**Task instructions:** Report the number of lines below in which the word "graph" occurs. Nothing else is needed.

START Given records

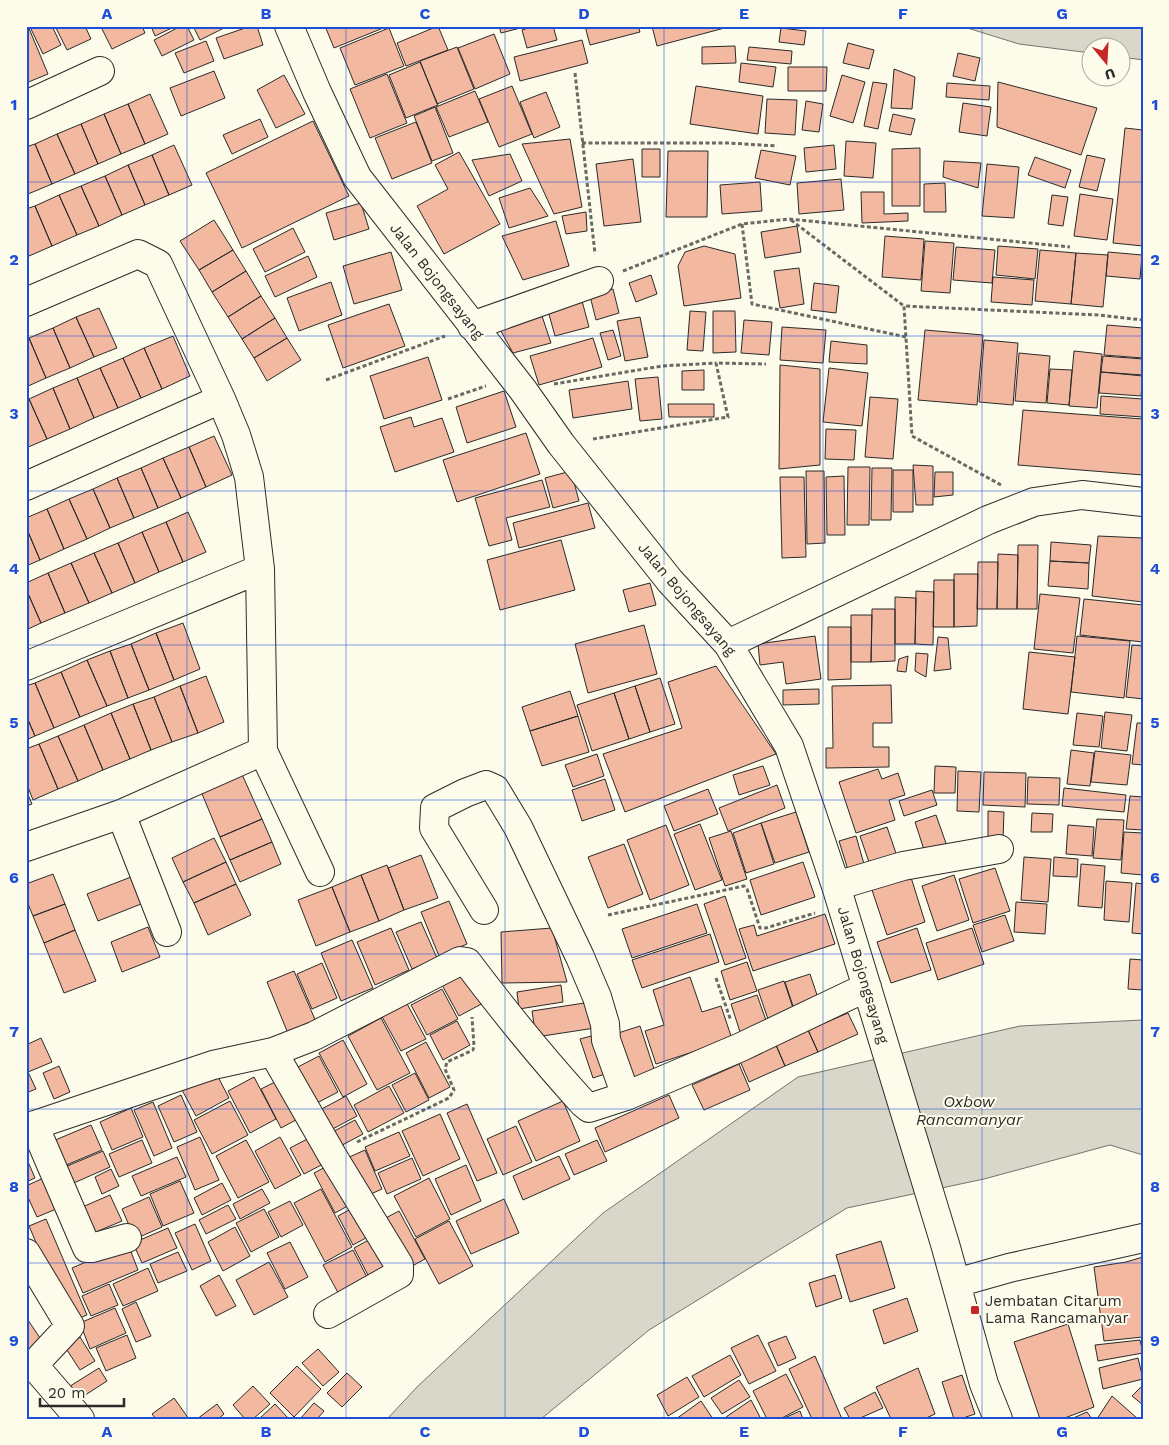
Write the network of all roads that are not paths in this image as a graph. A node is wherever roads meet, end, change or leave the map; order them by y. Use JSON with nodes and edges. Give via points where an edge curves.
{"nodes":[{"id":1,"x":289,"y":26,"type":"edge"},
{"id":2,"x":100,"y":70,"type":"dead end"},
{"id":3,"x":26,"y":105,"type":"edge"},
{"id":4,"x":598,"y":281,"type":"road end"},
{"id":5,"x":26,"y":302,"type":"edge"},
{"id":6,"x":472,"y":326,"type":"junction"},
{"id":7,"x":221,"y":399,"type":"junction"},
{"id":8,"x":26,"y":486,"type":"edge"},
{"id":9,"x":1143,"y":502,"type":"edge"},
{"id":10,"x":260,"y":569,"type":"junction"},
{"id":11,"x":728,"y":644,"type":"junction"},
{"id":12,"x":26,"y":666,"type":"edge"},
{"id":13,"x":263,"y":751,"type":"junction"},
{"id":14,"x":121,"y":814,"type":"junction"},
{"id":15,"x":26,"y":847,"type":"edge"},
{"id":16,"x":999,"y":849,"type":"dead end"},
{"id":17,"x":320,"y":872,"type":"dead end"},
{"id":18,"x":839,"y":895,"type":"junction"},
{"id":19,"x":484,"y":910,"type":"dead end"},
{"id":20,"x":167,"y":932,"type":"dead end"},
{"id":21,"x":869,"y":993,"type":"junction"},
{"id":22,"x":273,"y":1052,"type":"junction"},
{"id":23,"x":626,"y":1096,"type":"junction"},
{"id":24,"x":30,"y":1126,"type":"edge"},
{"id":25,"x":127,"y":1238,"type":"dead end"},
{"id":26,"x":1143,"y":1238,"type":"edge"},
{"id":27,"x":26,"y":1254,"type":"edge"},
{"id":28,"x":956,"y":1283,"type":"junction"},
{"id":29,"x":328,"y":1314,"type":"dead end"},
{"id":30,"x":996,"y":1418,"type":"edge"},
{"id":31,"x":80,"y":1419,"type":"edge"}],
"edges":[{"from":1,"to":6,"type":"street","name":"Jalan Bojongsayang","via":[[357,177]]},
{"from":2,"to":3,"type":"street"},
{"from":4,"to":6,"type":"street"},
{"from":5,"to":7,"type":"street","via":[[138,254],[158,264]]},
{"from":6,"to":11,"type":"street","name":"Jalan Bojongsayang","via":[[518,383],[560,444],[670,581]]},
{"from":7,"to":8,"type":"street"},
{"from":7,"to":10,"type":"street","via":[[249,477]]},
{"from":9,"to":11,"type":"street","via":[[1082,495],[1034,502],[988,520]]},
{"from":10,"to":12,"type":"street"},
{"from":10,"to":13,"type":"street"},
{"from":11,"to":18,"type":"street","name":"Jalan Bojongsayang","via":[[789,746]]},
{"from":13,"to":14,"type":"street"},
{"from":13,"to":17,"type":"street"},
{"from":14,"to":15,"type":"street"},
{"from":14,"to":20,"type":"street"},
{"from":16,"to":18,"type":"street","via":[[903,866]]},
{"from":18,"to":21,"type":"street","name":"Jalan Bojongsayang"},
{"from":19,"to":23,"type":"street","via":[[434,828],[434,816],[435,808],[486,785],[496,789],[518,827],[580,957],[597,997],[606,1040]]},
{"from":21,"to":23,"type":"street"},
{"from":21,"to":28,"type":"street","name":"Jalan Bojongsayang"},
{"from":22,"to":23,"type":"street","via":[[314,1036],[460,961],[467,962],[550,1067],[589,1108]]},
{"from":22,"to":24,"type":"street","via":[[213,1065]]},
{"from":22,"to":29,"type":"street","via":[[400,1269],[399,1274]]},
{"from":24,"to":25,"type":"street","via":[[86,1248]]},
{"from":26,"to":28,"type":"street"},
{"from":27,"to":31,"type":"street","via":[[70,1326],[41,1357],[36,1368]]},
{"from":28,"to":30,"type":"street","name":"Jalan Bojongsayang"}]}
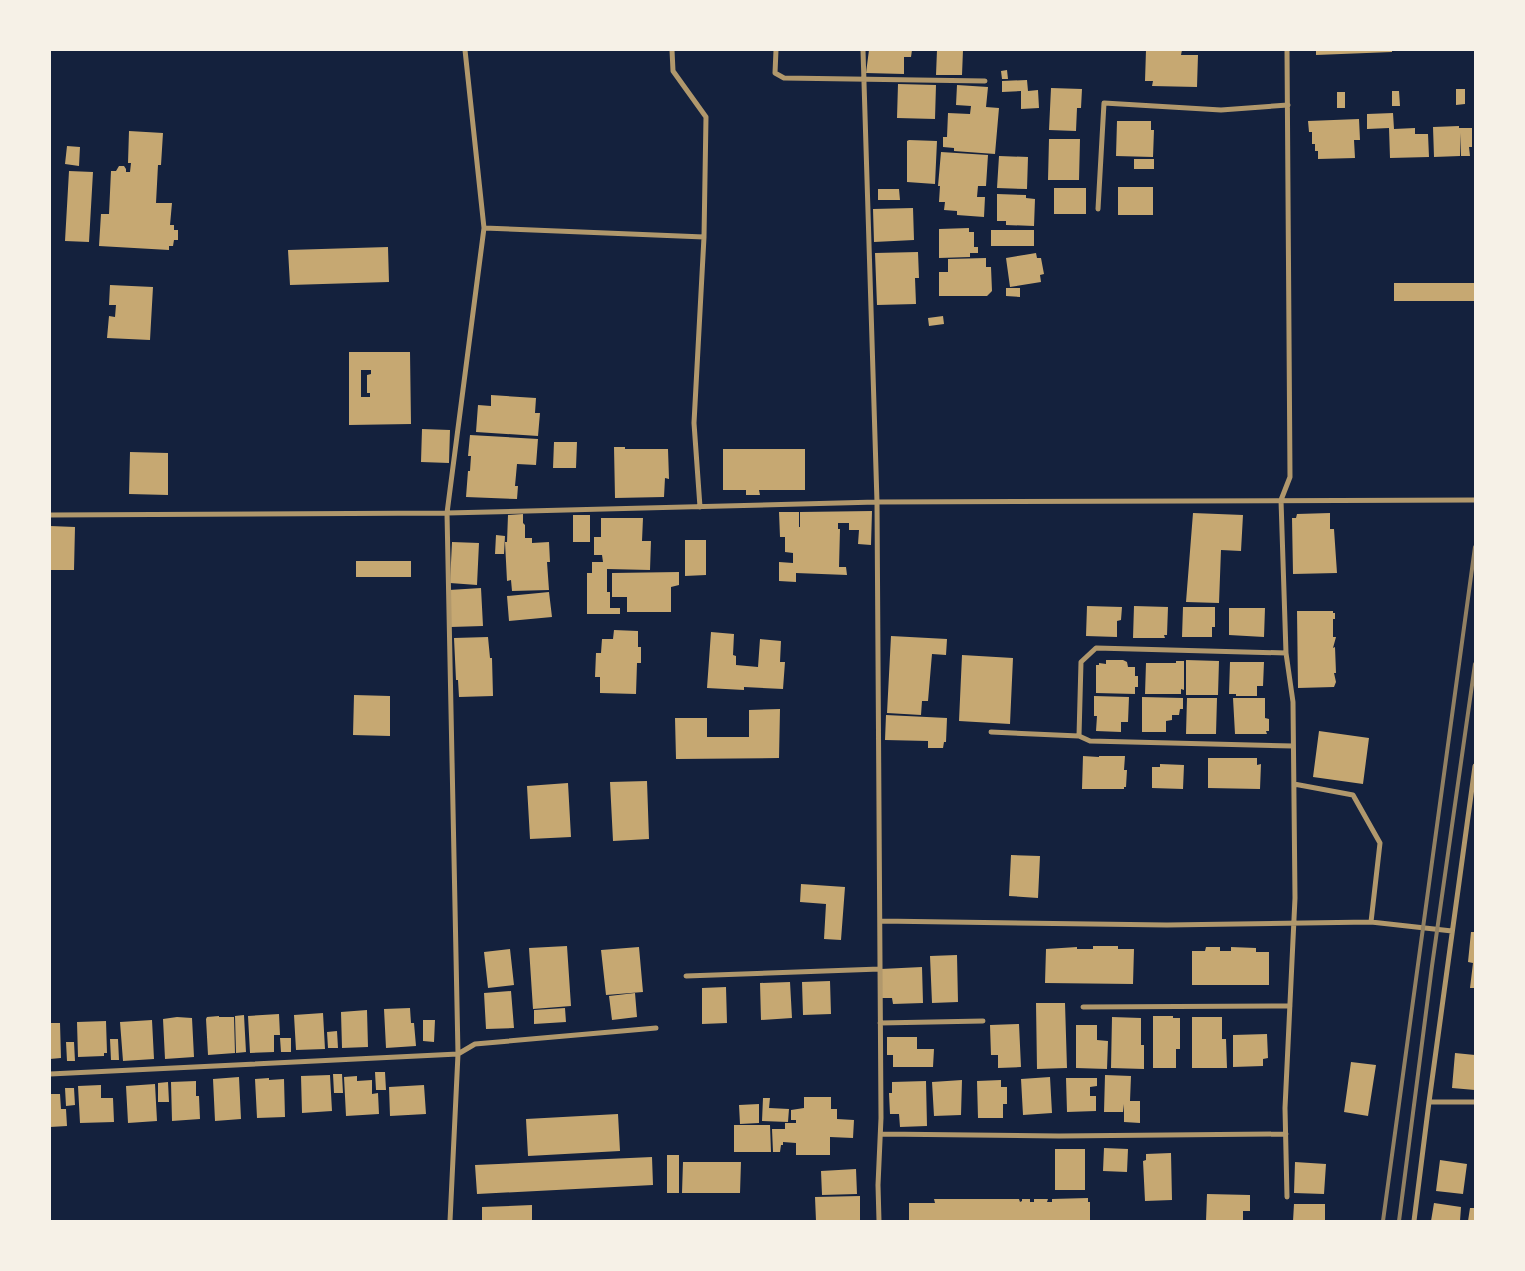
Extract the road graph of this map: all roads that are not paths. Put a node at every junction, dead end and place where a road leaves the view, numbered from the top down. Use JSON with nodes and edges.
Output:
{"nodes":[{"id":1,"x":465,"y":50,"type":"edge"},
{"id":2,"x":672,"y":50,"type":"edge"},
{"id":3,"x":776,"y":50,"type":"edge"},
{"id":4,"x":863,"y":50,"type":"edge"},
{"id":5,"x":1287,"y":50,"type":"edge"},
{"id":6,"x":864,"y":80,"type":"junction"},
{"id":7,"x":985,"y":81,"type":"dead end"},
{"id":8,"x":1288,"y":105,"type":"junction"},
{"id":9,"x":1098,"y":209,"type":"dead end"},
{"id":10,"x":484,"y":228,"type":"junction"},
{"id":11,"x":704,"y":237,"type":"junction"},
{"id":12,"x":1281,"y":500,"type":"junction"},
{"id":13,"x":1475,"y":500,"type":"edge"},
{"id":14,"x":877,"y":502,"type":"junction"},
{"id":15,"x":700,"y":507,"type":"junction"},
{"id":16,"x":447,"y":513,"type":"junction"},
{"id":17,"x":50,"y":515,"type":"edge"},
{"id":18,"x":1286,"y":653,"type":"junction"},
{"id":19,"x":991,"y":732,"type":"dead end"},
{"id":20,"x":1079,"y":736,"type":"junction"},
{"id":21,"x":1294,"y":746,"type":"junction"},
{"id":22,"x":1475,"y":766,"type":"edge"},
{"id":23,"x":1294,"y":784,"type":"junction"},
{"id":24,"x":1473,"y":785,"type":"edge"},
{"id":25,"x":880,"y":921,"type":"junction"},
{"id":26,"x":1294,"y":922,"type":"junction"},
{"id":27,"x":1371,"y":922,"type":"junction"},
{"id":28,"x":1452,"y":931,"type":"junction"},
{"id":29,"x":880,"y":969,"type":"junction"},
{"id":30,"x":686,"y":976,"type":"dead end"},
{"id":31,"x":1290,"y":1006,"type":"junction"},
{"id":32,"x":1083,"y":1007,"type":"dead end"},
{"id":33,"x":983,"y":1020,"type":"dead end"},
{"id":34,"x":880,"y":1023,"type":"junction"},
{"id":35,"x":656,"y":1028,"type":"dead end"},
{"id":36,"x":458,"y":1054,"type":"junction"},
{"id":37,"x":50,"y":1074,"type":"edge"},
{"id":38,"x":1429,"y":1102,"type":"junction"},
{"id":39,"x":1475,"y":1102,"type":"edge"},
{"id":40,"x":880,"y":1134,"type":"junction"},
{"id":41,"x":1286,"y":1134,"type":"junction"},
{"id":42,"x":1287,"y":1197,"type":"dead end"},
{"id":43,"x":450,"y":1221,"type":"edge"},
{"id":44,"x":879,"y":1221,"type":"edge"},
{"id":45,"x":1414,"y":1221,"type":"edge"}],
"edges":[{"from":1,"to":10,"type":"street"},
{"from":2,"to":11,"type":"street"},
{"from":3,"to":6,"type":"street"},
{"from":4,"to":6,"type":"street"},
{"from":5,"to":8,"type":"street"},
{"from":6,"to":7,"type":"street"},
{"from":6,"to":14,"type":"street"},
{"from":8,"to":9,"type":"street"},
{"from":8,"to":12,"type":"street"},
{"from":10,"to":11,"type":"street"},
{"from":10,"to":16,"type":"street"},
{"from":11,"to":15,"type":"street"},
{"from":12,"to":13,"type":"street"},
{"from":12,"to":14,"type":"street"},
{"from":12,"to":18,"type":"street"},
{"from":14,"to":15,"type":"street"},
{"from":14,"to":25,"type":"street"},
{"from":15,"to":16,"type":"street"},
{"from":16,"to":17,"type":"street"},
{"from":16,"to":36,"type":"street"},
{"from":18,"to":20,"type":"street"},
{"from":18,"to":21,"type":"street"},
{"from":19,"to":20,"type":"street"},
{"from":20,"to":21,"type":"street"},
{"from":21,"to":23,"type":"street"},
{"from":22,"to":24,"type":"street"},
{"from":23,"to":26,"type":"street"},
{"from":23,"to":27,"type":"street"},
{"from":24,"to":28,"type":"street"},
{"from":25,"to":26,"type":"street"},
{"from":25,"to":29,"type":"street"},
{"from":26,"to":27,"type":"street"},
{"from":26,"to":31,"type":"street"},
{"from":27,"to":28,"type":"street"},
{"from":28,"to":38,"type":"street"},
{"from":29,"to":30,"type":"street"},
{"from":29,"to":34,"type":"street"},
{"from":31,"to":32,"type":"street"},
{"from":31,"to":41,"type":"street"},
{"from":33,"to":34,"type":"street"},
{"from":34,"to":40,"type":"street"},
{"from":35,"to":36,"type":"street"},
{"from":36,"to":37,"type":"street"},
{"from":36,"to":43,"type":"street"},
{"from":38,"to":39,"type":"street"},
{"from":38,"to":45,"type":"street"},
{"from":40,"to":41,"type":"street"},
{"from":40,"to":44,"type":"street"},
{"from":41,"to":42,"type":"street"}]}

END Given records

**Expected output:** 2